这样我们筛到一个可交易的群体,总和错误率不超过5%。
影响因子
击球率高还有可能是因为得到的机会多或者光环效应,一开始凭运气打得好,后面给机会多,通过经验累积提高了击球率:
career %>%
filter(AB >= 20) %>%
ggplot(aes(AB, average)) +
geom_point() +
geom_smooth(method = "lm", se = FALSE) +
scale_x_log10()
击球数低方差会大,这比较正常,很多人挂在起跑线上了。直接使用经验贝叶斯方法会导致整体向均值收敛,这高估了新手的数据:
prior_mu <- alpha0 / (alpha0 + beta0)
career_eb %>%
filter(AB >= 20) %>%
gather(type, value, average, eb_estimate) %>%
mutate(type = plyr::revalue(type, c(average = "Raw",
eb_estimate = "With EB Shrinkage"))) %>%
ggplot(aes(AB, value)) +
geom_point() +
scale_x_log10() +
geom_hline(color = "red", lty = 2, size = 1.5, yintercept = prior_mu) +
facet_wrap(~type) +
ylab("average") +
geom_smooth(method = "lm")
为了如实反应这种情况,我们应该认为击球率符合贝塔分布,但同时贝塔分布的两个参数受击球数的影响,击球数越多,越可能击中。这个模型可以用贝塔-二项式回归来描述:
\[\mu_i = \mu_0 + \mu_{\mbox{AB}} \cdot \log(\mbox{AB})\]

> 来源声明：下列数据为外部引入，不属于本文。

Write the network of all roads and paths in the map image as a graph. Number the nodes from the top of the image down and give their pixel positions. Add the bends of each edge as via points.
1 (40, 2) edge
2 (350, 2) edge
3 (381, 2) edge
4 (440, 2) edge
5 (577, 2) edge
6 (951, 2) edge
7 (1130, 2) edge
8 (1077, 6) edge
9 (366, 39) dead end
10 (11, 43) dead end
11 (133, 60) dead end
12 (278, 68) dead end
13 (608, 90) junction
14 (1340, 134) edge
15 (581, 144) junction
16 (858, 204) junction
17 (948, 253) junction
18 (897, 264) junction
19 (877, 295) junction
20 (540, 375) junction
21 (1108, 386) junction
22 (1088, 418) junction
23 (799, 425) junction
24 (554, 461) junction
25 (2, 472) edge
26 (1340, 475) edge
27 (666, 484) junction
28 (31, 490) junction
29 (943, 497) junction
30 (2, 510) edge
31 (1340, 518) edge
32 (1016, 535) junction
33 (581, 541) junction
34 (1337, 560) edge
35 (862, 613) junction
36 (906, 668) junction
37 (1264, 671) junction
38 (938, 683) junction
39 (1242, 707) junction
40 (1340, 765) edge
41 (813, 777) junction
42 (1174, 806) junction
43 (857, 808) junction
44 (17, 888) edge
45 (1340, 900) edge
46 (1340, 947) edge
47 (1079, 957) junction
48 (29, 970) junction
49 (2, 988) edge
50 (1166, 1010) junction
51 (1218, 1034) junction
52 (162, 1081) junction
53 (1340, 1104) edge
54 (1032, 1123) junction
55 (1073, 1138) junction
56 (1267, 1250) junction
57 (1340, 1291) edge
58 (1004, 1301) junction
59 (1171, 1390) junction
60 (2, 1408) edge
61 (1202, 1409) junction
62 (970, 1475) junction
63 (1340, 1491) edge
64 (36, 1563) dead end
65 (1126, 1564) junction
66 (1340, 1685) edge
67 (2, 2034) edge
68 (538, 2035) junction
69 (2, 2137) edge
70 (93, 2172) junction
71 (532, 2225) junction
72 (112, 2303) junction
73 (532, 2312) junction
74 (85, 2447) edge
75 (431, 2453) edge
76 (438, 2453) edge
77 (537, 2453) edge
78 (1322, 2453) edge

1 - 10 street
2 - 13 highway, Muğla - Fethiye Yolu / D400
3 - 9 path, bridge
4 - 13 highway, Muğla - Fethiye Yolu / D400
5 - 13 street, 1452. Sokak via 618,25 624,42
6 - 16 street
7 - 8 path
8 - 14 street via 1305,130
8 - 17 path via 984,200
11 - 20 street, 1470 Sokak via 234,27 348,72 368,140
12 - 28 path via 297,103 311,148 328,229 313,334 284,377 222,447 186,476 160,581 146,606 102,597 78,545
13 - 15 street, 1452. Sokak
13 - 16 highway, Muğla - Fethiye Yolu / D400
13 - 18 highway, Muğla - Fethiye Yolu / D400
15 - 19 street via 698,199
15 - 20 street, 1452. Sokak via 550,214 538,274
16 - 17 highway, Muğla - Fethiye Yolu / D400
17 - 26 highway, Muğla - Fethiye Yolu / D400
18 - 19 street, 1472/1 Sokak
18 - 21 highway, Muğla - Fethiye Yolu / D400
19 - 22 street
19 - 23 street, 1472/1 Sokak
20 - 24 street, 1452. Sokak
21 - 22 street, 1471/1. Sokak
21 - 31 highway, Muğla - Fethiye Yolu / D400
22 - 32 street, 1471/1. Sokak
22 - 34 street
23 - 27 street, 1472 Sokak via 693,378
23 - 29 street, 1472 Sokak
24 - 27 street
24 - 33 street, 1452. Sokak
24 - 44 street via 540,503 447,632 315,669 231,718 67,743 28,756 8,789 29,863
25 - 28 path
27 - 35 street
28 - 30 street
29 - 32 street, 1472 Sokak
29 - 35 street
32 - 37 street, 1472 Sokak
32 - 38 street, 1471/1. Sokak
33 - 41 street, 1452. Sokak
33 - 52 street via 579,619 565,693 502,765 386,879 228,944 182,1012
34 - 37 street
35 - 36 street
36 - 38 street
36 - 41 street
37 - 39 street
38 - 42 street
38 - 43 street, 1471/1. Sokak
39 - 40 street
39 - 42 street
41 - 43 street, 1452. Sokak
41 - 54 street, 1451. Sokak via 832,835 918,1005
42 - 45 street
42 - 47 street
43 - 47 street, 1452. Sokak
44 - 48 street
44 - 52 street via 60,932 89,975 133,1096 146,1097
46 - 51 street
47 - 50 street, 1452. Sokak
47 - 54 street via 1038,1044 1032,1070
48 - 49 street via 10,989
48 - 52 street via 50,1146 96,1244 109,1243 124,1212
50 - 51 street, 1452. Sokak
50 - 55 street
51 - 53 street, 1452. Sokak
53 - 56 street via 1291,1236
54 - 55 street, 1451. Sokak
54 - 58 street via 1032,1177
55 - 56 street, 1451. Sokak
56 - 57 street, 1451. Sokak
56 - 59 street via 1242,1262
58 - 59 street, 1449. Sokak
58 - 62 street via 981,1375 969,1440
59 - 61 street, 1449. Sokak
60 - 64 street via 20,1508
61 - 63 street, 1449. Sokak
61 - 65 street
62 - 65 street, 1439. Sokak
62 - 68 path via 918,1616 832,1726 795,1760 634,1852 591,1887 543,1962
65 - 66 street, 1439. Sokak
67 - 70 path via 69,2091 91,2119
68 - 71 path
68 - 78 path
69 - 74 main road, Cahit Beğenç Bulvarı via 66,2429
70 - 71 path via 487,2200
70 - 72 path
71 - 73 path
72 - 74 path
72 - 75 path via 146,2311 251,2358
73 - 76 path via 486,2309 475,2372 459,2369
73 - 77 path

\[\alpha_{0,i} = \mu_i / \sigma_0\]
\[\beta_{0,i} = (1 - \mu_i) / \sigma_0\]
\[p_i \sim \mbox{Beta}(\alpha_{0,i}, \beta_{0,i})\]

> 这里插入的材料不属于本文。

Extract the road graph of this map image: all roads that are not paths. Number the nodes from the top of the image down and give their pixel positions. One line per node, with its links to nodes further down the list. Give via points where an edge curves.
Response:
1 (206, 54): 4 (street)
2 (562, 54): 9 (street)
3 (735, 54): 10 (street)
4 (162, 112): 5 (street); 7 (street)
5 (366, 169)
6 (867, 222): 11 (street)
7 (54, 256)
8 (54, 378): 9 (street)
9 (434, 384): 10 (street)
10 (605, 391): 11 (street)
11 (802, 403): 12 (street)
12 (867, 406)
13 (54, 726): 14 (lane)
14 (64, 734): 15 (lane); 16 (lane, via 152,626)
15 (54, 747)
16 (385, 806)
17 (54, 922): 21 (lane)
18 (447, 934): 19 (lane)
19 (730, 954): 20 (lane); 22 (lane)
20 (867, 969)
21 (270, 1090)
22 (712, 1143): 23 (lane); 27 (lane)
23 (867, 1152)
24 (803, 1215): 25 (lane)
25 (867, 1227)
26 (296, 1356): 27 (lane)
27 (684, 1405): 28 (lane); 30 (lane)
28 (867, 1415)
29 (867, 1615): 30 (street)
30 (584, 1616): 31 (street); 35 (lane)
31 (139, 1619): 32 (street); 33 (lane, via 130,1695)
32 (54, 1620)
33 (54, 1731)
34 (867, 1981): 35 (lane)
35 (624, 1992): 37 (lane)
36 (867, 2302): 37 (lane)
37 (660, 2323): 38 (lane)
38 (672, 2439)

\[H_i \sim \mbox{Binom}(\mbox{AB}_i, p_i)\]
拟合模型
寻找拟合后的模型参数,构建新的先验概率:
library(gamlss)
# 拟合模型
fit <- gamlss(cbind(H, AB - H) ~ log(AB),
data = career_eb,
family = BB(mu.link = "identity"))
## GAMLSS-RS iteration 1: Global Deviance = 91083
## GAMLSS-RS iteration 2: Global Deviance = 72051
## GAMLSS-RS iteration 3: Global Deviance = 67972
## GAMLSS-RS iteration 4: Global Deviance = 67966
## GAMLSS-RS iteration 5: Global Deviance = 67966
library(broom)
# 展示拟合参数
td <- tidy(fit)
td
## parameter term estimate std.error statistic p.value
## 1 mu (Intercept) 0.1441 0.001616 89.1 0
## 2 mu log(AB) 0.0151 0.000221 68.5 0
## 3 sigma (Intercept) -6.3372 0.024910 -254.4 0
# 构建新的先验概率
mu_0 <- td$estimate[1]
mu_AB <- td$estimate[2]
sigma <- exp(td$estimate[3])
# 看看AB对先验概率的影响
crossing(x = seq(0.08, .35, .001), AB = c(1, 10, 100, 1000, 10000)) %>%
mutate(density = dbeta(x, (mu_0 + mu_AB * log(AB)) / sigma,
(1 - (mu_0 + mu_AB * log(AB))) / sigma)) %>%
mutate(AB = factor(AB)) %>%
ggplot(aes(x, density, color = AB, group = AB)) +
geom_line() +
xlab("Batting average") +
ylab("Prior density")
求后验概率
# 计算所有拟合值
mu <- fitted(fit, parameter = "mu")
sigma <- fitted(fit, parameter = "sigma")
# 计算所有后验概率
career_eb_wAB <- career_eb %>%
dplyr::select(name, H, AB, original_eb = eb_estimate) %>%
mutate(mu = mu,
alpha0 = mu / sigma,
beta0 = (1 - mu) / sigma,
alpha1 = alpha0 + H,
beta1 = beta0 + AB - H,
new_eb = alpha1 / (alpha1 + beta1))
# 展示拟合后的击球率
ggplot(career_eb_wAB, aes(original_eb, new_eb, color = AB)) +
geom_point() +
geom_abline(color = "red") +
xlab("Original EB Estimate") +
ylab("EB Estimate w/ AB term") +
scale_color_continuous(trans = "log", breaks = 10 ^ (0:4))
# 对比
library(tidyr)
lev <- c(raw = "Raw H / AB", original_eb = "EB Estimate", new_eb = "EB w/ Regression")
career_eb_wAB %>%
filter(AB >= 10) %>%
mutate(raw = H / AB) %>%
gather(type, value, raw, original_eb, new_eb) %>%
mutate(mu = ifelse(type == "original_eb", prior_mu,
ifelse(type == "new_eb", mu, NA))) %>%
mutate(type = factor(plyr::revalue(type, lev), lev)) %>%
ggplot(aes(AB, value)) +
geom_point() +
geom_line(aes(y = mu), color = "red") +
scale_x_log10() +
facet_wrap(~type) +
xlab("At-Bats (AB)") +
ylab("Estimate")
矫正后我们的数据更复合现实了,其实这是贝叶斯分层模型的一个简单版本,通过考虑更多因素,我们可以构建更复杂的模型来挖掘出我们所需要的信息。